* WHAT IS REQUIRED
From the entries below, please gather each line containing the string "index".

* DATA TO PROCESS
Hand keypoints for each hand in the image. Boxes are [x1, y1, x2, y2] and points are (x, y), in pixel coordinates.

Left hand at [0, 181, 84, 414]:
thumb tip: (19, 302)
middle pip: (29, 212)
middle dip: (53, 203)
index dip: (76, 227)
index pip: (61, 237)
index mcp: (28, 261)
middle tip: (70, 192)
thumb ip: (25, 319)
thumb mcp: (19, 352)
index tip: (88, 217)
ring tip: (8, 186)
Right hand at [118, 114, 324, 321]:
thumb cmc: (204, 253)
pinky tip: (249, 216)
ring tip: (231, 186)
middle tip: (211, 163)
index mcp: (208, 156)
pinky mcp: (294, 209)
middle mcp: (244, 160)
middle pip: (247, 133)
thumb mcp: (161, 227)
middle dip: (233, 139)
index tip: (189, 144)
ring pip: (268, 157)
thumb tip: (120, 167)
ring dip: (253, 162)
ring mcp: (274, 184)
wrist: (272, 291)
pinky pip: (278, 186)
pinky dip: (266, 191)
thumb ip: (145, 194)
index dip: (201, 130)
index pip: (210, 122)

* ANSWER BELOW
index dip: (76, 227)
index pip: (61, 237)
index mcp: (28, 261)
index tip: (88, 217)
index mcp: (208, 156)
index tip: (189, 144)
index dip: (201, 130)
index pip: (210, 122)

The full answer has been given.